Ÿ About 225,870 women and 2,190 men will be diagnosed with breast cancer this year. More than 17,100 of all people diagnosed will be Hispanic women. But, more than 4 out of 5 Hispanic women diagnosed with breast cancer will survive at least five years following diagnosis.
Ÿ Mammograms are X-Rays of the breasts that can be used to check for breast cancer in women who have no signs of the disease. This type of mammogram is called selective detection mammogram. Early detection of breast cancer with a selective detection mammography means that treatment can be started earlier in the course of the disease, probably before it has spread. If you are 40 years or older, you should have a mammogram every 1 or 2 years. Women with a higher risk than the average risk of developing breast cancer should talk to their health care provider about when to have a mammogram before turning 40 and how often it should be done. Some state and local health programs provide free or low-cost mammograms.
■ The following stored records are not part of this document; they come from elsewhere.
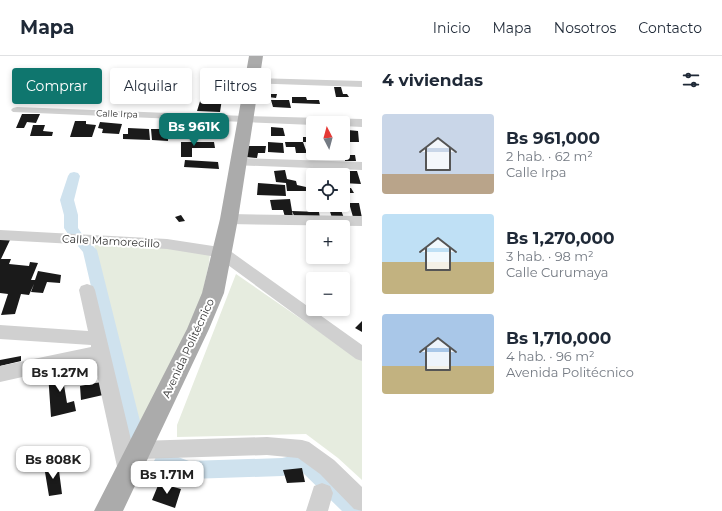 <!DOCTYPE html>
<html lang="es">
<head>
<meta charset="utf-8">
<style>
  :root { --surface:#fff; --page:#f2f2f3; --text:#1f2937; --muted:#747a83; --line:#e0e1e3; --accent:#0f766e }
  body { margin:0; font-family:Montserrat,sans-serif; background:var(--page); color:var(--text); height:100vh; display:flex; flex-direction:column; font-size:15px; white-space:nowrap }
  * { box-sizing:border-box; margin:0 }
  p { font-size:13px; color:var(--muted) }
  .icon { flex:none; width:22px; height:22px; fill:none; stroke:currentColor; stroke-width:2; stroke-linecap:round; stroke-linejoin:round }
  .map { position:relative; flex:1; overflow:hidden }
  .drawer { display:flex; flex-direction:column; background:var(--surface); width:360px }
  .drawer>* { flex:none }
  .hud { position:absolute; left:12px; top:12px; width:290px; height:36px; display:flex; gap:8px }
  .needle { width:26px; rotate:354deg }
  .controls { position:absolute; left:306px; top:60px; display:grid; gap:8px }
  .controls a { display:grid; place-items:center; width:44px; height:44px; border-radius:4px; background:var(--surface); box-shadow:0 2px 6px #0003; font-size:20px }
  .price { position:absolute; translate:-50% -34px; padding:0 9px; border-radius:8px; background:#fff; color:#222; font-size:13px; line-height:26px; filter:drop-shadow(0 1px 2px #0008) }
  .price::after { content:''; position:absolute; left:50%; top:24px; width:12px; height:9px; margin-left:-6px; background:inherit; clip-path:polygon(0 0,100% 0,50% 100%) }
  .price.active { background:var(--accent); color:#fff }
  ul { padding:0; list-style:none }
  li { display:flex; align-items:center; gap:12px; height:100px; padding:0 20px }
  li span { display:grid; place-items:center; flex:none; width:112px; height:80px; border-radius:4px; color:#555 }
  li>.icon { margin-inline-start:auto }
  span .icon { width:48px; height:48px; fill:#fffc; stroke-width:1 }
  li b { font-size:17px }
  h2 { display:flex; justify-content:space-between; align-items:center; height:48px; padding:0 20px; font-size:17px }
  .chip { padding:0 14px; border-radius:4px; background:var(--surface); box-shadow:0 2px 6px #0003; font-size:14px; line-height:36px }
  .chip.active { background:var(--accent); color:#fff }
  header { display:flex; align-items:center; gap:24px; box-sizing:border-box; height:56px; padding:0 20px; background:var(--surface); border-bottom:1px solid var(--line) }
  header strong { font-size:19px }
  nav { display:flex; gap:22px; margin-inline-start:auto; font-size:14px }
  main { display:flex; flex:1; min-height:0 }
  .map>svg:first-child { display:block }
  .green { fill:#e6ecdf }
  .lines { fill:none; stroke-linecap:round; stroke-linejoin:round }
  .canal { fill:#cfe2ee; fill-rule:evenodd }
  .building { fill:#1a1a1a }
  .minor { fill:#d0d0d0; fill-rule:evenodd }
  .major { fill:#ababab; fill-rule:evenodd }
  .labels { text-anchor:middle; stroke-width:4; stroke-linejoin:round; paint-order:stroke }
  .far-street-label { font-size:9px; fill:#333; stroke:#fff }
  .street-label { font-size:11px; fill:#333; stroke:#fff }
</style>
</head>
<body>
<header>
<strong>Mapa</strong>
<nav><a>Inicio</a><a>Mapa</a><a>Nosotros</a><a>Contacto</a></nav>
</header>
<main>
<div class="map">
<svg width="362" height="455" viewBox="0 0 362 455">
  <rect width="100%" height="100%" fill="#fff"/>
  <path class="green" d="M94 188 193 194 210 198 209 207 200 249 136 380 110 270Z
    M236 218 362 305V424L338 402 306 378 177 381V369Z"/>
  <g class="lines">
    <path class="canal" d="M74 116 78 117 80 120 74 144 78 159V172L82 178 80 181 75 183 70 181 64 172V159L60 144 68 120 70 117Z
      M85 185 90 187 97 194 144 381 142 387 135 389 128 387 126 381 83 196 78 190 80 187Z
      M164 396 189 405 282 402 305 397 312 400 362 446V455H342L302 416 282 420 189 423 157 411 154 405 157 399Z"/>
  </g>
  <path class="building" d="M334 31H341L343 38H347L349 41H336Z
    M263 34 271 35V38H277L276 42 260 40Z
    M292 41H306L307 44H319L320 48 292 47Z
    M201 42 222 43 220 56 197 55Z
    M271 44H289L291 52 273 51Z
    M22 58H40L36 67 27 66 24 72H16Z
    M75 65H86V68L96 69 92 81H70Z
    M100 66 122 68 119 78 102 77 103 73 98 72Z
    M210 66H222L225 80 212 81Z
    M33 69H45L43 75 53 76 52 80H30Z
    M271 71 283 72 285 80H271Z
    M128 72 149 73 150 84 123 83V78H128Z
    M151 73H168V85L152 84Z
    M348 74 358 75 359 86H343V83H350Z
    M303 81H313V86H303Z
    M181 86H214L215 92H192V101H181Z
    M268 86 283 87 284 97 268 96Z
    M285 86H303L307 97H296L295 91H286Z
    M248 90H266L265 97H258L257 102 246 101Z
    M345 99H355L356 105H345Z
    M185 104 218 106 219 113 184 111Z
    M285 114 287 123 296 125 297 129 306 131 307 135H287L286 127 276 126 274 115Z
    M311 114H319L321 119H313Z
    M337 115H357L361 128 343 127V119H337Z
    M258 127 285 129 286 140 257 139Z
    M343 132H351L354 137H345Z
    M290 143 292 155 319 156 320 162H295L292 155 293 161H285L283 154H272L270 144Z
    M349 147H359L362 162 353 161Z
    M328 149H339L344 162H332Z
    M181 159 185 165 179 166 175 161Z
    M0 184H10L1 203H11L9 208 29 210 30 206 38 207 31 224H35L38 215 61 219 60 227 47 226 43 237 31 236 34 228 29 239 21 238 15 258 1 259 8 238 0 237Z
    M362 265V276L355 272Z
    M21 300V305L0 310V304Z
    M74 311 76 319 63 323 67 347 74 345 76 355 51 361 48 317 61 314 63 323V314Z
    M101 326 103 339 81 344 80 330Z
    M58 407 62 438 49 440 44 410Z
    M302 412 305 426 287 427 283 414Z
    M159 427 181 433 175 452 152 444Z"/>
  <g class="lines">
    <path class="minor" d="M252 22 362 25V31L248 27 247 25 248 23Z
      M17 51 245 60 362 63V71L343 70V67H313V69L13 56 11 54 13 52Z
      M238 102 362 106V114L233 109 232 106 233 103Z
      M229 158 362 160V170L229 168 224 166 222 163 224 160Z
      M0 174 167 183 226 192 362 289V305L356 303 217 201 167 193 0 184Z
      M87 228 93 230 95 234 132 388 139 385 267 381 302 384 309 386 334 404 362 431V455L354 453 320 418 298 402 267 399 139 403 135 402 138 415 135 422 128 425 121 422 118 415 94 305 0 326V310L91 291V289L0 283V269L88 275 79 234 81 230Z
      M322 427 330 430 333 437 328 455H306L314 430Z"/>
    <path class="major" d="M249 0H263L238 163 224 237 209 273 123 455H94L187 273 202 237 220 163Z"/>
  </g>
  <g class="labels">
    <g class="far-street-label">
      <text transform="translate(117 58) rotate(2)" y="3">Calle Irpa</text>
    </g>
    <g class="street-label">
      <text transform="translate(111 185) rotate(3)" y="4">Calle Mamorecillo</text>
      <text transform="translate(188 292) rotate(-65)" y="4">Avenida Politécnico</text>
    </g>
  </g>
</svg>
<div class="controls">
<a><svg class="needle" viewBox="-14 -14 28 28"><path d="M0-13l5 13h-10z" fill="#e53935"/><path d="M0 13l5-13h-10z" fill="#747a83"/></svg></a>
<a><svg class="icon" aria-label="locate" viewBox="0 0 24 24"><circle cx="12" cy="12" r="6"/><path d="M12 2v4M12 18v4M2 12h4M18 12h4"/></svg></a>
<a>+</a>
<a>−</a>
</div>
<b class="price active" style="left:194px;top:91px">Bs 961K</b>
<b class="price" style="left:60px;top:337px">Bs 1.27M</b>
<b class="price" style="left:53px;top:424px">Bs 808K</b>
<b class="price" style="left:167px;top:439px">Bs 1.71M</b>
<div class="hud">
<a class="chip active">Comprar</a>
<a class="chip">Alquilar</a>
<a class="chip">Filtros</a>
</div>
</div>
<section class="drawer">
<h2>4 viviendas<svg class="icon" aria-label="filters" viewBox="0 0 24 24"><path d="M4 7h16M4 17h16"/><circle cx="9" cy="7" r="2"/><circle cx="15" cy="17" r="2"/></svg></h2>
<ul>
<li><span style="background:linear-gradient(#c9d6e8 75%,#b9a48a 0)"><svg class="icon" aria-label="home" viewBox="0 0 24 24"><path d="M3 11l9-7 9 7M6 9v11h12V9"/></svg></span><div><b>Bs 961,000</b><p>2 hab. · 62 m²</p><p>Calle Irpa</p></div></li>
<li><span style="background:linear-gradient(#bfe0f5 60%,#c2b280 0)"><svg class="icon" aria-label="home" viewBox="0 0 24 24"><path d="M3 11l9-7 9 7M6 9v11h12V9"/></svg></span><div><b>Bs 1,270,000</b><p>3 hab. · 98 m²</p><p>Calle Curumaya</p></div></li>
<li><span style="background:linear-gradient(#a9c7e8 65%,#c2b280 0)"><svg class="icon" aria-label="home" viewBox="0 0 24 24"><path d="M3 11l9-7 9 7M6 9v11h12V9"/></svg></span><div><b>Bs 1,710,000</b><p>4 hab. · 96 m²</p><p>Avenida Politécnico</p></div></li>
</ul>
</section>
</main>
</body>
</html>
Ÿ Do not ignore any symptoms. If you notice a change in how your breasts look or how they feel, consult your health care provider. Most changes will not be due to breast cancer, but these should always be examined.
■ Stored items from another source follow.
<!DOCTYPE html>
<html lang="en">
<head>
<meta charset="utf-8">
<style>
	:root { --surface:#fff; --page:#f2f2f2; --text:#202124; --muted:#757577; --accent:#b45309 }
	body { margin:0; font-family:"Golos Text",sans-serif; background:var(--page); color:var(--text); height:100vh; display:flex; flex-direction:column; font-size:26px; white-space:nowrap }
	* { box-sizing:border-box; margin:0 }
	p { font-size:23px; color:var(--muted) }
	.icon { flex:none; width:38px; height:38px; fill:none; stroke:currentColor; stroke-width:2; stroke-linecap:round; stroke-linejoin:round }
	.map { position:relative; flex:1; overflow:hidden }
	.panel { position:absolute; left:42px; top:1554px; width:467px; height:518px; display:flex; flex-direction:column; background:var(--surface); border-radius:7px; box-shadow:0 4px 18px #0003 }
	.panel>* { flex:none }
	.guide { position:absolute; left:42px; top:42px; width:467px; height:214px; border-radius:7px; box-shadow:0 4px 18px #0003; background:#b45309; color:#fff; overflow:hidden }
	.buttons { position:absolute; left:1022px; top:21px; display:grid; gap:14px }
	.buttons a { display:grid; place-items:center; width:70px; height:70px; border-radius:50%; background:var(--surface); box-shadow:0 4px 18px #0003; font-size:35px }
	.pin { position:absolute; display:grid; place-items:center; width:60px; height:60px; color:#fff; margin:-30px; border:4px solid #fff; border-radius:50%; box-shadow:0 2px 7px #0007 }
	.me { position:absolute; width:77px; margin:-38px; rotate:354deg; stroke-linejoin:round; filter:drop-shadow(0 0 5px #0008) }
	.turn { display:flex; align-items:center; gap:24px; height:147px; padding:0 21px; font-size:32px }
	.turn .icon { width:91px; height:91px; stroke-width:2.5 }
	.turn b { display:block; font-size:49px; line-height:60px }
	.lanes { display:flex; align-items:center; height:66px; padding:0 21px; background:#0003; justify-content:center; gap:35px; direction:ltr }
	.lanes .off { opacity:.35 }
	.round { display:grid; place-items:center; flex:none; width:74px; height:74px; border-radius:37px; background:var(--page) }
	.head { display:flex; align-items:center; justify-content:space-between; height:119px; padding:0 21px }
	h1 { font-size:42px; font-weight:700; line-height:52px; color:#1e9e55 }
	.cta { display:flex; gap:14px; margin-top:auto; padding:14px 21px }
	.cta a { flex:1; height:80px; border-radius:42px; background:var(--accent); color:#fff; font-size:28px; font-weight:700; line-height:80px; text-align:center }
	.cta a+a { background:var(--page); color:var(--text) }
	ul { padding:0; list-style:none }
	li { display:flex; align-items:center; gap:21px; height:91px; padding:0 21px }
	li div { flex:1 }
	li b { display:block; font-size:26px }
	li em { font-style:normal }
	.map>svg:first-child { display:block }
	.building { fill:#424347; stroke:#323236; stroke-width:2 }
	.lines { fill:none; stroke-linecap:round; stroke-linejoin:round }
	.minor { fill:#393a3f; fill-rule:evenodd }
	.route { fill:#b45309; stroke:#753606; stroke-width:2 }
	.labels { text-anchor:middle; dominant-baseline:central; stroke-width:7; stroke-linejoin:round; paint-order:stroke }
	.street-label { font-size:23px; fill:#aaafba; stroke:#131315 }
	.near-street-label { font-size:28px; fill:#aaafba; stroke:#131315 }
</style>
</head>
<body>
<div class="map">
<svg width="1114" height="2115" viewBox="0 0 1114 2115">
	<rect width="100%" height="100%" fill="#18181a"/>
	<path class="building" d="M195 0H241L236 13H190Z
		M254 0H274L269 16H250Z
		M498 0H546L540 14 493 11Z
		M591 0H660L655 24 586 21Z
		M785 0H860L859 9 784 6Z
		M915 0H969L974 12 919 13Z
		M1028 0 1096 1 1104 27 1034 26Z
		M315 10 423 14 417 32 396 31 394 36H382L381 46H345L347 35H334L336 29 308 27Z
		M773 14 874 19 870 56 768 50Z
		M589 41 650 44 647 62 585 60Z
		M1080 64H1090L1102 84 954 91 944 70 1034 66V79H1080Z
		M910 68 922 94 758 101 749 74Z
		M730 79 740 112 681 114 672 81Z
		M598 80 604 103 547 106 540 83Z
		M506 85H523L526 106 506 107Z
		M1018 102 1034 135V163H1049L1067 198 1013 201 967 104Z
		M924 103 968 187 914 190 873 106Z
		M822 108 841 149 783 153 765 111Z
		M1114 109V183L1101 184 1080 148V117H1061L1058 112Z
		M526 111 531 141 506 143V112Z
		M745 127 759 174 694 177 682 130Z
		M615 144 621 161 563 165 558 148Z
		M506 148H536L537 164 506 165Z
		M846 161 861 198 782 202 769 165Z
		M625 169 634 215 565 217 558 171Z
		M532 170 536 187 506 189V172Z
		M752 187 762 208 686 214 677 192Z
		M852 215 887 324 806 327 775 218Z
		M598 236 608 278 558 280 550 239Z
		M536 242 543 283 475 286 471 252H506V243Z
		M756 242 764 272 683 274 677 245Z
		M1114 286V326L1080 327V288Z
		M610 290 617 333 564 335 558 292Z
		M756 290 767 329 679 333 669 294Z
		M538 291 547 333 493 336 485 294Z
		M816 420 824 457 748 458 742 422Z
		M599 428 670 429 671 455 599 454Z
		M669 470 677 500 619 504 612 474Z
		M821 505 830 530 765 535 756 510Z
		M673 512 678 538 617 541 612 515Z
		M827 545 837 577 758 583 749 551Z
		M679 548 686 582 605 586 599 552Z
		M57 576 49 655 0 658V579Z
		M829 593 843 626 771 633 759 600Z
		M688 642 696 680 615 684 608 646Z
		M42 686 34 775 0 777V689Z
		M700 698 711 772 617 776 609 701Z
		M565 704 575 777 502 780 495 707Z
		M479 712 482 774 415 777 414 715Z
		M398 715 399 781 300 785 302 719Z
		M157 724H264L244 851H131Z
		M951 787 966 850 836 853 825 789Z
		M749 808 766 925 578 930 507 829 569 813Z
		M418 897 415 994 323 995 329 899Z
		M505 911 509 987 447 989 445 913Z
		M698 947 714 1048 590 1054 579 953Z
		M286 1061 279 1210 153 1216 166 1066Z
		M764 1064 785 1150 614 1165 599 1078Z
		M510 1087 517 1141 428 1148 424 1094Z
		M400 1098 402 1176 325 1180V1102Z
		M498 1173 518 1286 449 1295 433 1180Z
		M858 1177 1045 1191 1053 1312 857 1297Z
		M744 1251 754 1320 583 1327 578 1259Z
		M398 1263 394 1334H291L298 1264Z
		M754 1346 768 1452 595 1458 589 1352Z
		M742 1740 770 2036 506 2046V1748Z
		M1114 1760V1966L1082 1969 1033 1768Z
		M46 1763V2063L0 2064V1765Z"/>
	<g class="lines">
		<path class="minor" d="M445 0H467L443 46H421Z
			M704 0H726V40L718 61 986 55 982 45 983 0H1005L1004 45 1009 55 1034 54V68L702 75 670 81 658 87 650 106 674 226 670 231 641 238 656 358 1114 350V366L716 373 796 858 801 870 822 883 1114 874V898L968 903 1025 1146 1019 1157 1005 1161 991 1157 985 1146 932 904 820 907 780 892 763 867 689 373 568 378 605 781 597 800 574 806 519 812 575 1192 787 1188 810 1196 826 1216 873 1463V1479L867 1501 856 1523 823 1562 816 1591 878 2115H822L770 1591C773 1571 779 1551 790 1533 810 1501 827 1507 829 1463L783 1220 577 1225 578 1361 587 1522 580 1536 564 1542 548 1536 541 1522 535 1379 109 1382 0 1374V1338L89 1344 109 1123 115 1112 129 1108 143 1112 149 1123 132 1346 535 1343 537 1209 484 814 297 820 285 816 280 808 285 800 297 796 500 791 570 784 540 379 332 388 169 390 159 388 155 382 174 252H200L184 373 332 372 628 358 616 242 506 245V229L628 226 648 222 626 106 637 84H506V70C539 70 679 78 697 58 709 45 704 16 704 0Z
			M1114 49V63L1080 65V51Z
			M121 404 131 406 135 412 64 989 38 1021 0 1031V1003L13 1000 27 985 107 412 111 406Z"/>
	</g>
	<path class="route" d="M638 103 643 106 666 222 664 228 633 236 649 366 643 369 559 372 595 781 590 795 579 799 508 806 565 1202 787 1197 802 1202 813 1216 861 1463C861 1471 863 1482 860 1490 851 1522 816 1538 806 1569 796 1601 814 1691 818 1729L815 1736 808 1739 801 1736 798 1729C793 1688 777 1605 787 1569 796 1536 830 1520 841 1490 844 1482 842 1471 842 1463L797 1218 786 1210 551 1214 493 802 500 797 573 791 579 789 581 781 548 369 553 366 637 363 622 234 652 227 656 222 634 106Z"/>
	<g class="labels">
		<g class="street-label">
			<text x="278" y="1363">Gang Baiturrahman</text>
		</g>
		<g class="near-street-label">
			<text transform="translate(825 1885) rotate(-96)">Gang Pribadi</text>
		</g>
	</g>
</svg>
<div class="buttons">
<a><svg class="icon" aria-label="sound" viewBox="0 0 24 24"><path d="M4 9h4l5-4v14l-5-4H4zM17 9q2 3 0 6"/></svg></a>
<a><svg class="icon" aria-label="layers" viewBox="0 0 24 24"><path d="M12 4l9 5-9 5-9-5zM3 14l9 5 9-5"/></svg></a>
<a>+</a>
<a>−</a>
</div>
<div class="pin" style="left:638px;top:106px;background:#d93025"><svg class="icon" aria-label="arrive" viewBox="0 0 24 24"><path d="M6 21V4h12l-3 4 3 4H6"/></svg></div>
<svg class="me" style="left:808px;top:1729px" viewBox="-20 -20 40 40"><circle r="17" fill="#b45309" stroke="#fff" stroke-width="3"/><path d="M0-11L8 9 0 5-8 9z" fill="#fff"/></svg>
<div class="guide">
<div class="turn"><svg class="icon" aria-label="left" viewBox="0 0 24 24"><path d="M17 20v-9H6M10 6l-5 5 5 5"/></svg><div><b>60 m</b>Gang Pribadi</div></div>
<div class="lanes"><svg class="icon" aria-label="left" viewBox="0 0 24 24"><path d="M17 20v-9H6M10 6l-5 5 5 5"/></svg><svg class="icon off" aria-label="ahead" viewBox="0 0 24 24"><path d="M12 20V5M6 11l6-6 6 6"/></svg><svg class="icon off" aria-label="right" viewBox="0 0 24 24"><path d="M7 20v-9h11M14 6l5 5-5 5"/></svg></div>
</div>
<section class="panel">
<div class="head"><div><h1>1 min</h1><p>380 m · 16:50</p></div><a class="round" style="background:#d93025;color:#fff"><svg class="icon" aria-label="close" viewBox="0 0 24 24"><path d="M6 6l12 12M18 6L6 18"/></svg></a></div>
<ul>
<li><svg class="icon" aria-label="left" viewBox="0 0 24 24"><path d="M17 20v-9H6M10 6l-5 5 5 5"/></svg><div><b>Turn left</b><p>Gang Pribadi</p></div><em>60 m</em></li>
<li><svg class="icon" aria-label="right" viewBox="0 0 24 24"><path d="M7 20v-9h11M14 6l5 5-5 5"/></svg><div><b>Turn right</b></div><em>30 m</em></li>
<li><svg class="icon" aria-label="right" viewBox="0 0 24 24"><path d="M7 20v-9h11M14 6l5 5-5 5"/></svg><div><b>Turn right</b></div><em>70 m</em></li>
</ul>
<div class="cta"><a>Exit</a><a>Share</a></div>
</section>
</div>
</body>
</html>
Ÿ Many risk factors for breast cancer have been identified. Risk factors are anything that increases your chance of developing a disease. Some risk factors for breast cancer can not be changed (such as age or family history of breast cancer), while others can. But having a risk factor does not mean you will get breast cancer. To better understand your risk of breast cancer, read the NCI publication “What is a mammogram and how to understand the risk you have of developing breast cancer” in Spanish or English.
Ÿ Women who are considering hormone therapy for menopause should know that the combination therapy, which includes both estrogen and progestin, increases your risk of developing breast cancer.
Ÿ Research has shown that physical activity can help reduce the risk of developing breast cancer. Try to exercise as part of your daily life. Intense exercise for as little as four hours a week can reduce your risk.
Ÿ Being obese after having reached menopause may increase your risk of developing breast cancer. Doctors know that obesity increases the risk of several diseases, so it makes sense to maintain a healthy weight at any age.
Ÿ Alcohol consumption can increase your risk of developing breast cancer. If you are concerned, talk to your doctor about how to reduce your alcohol consumption.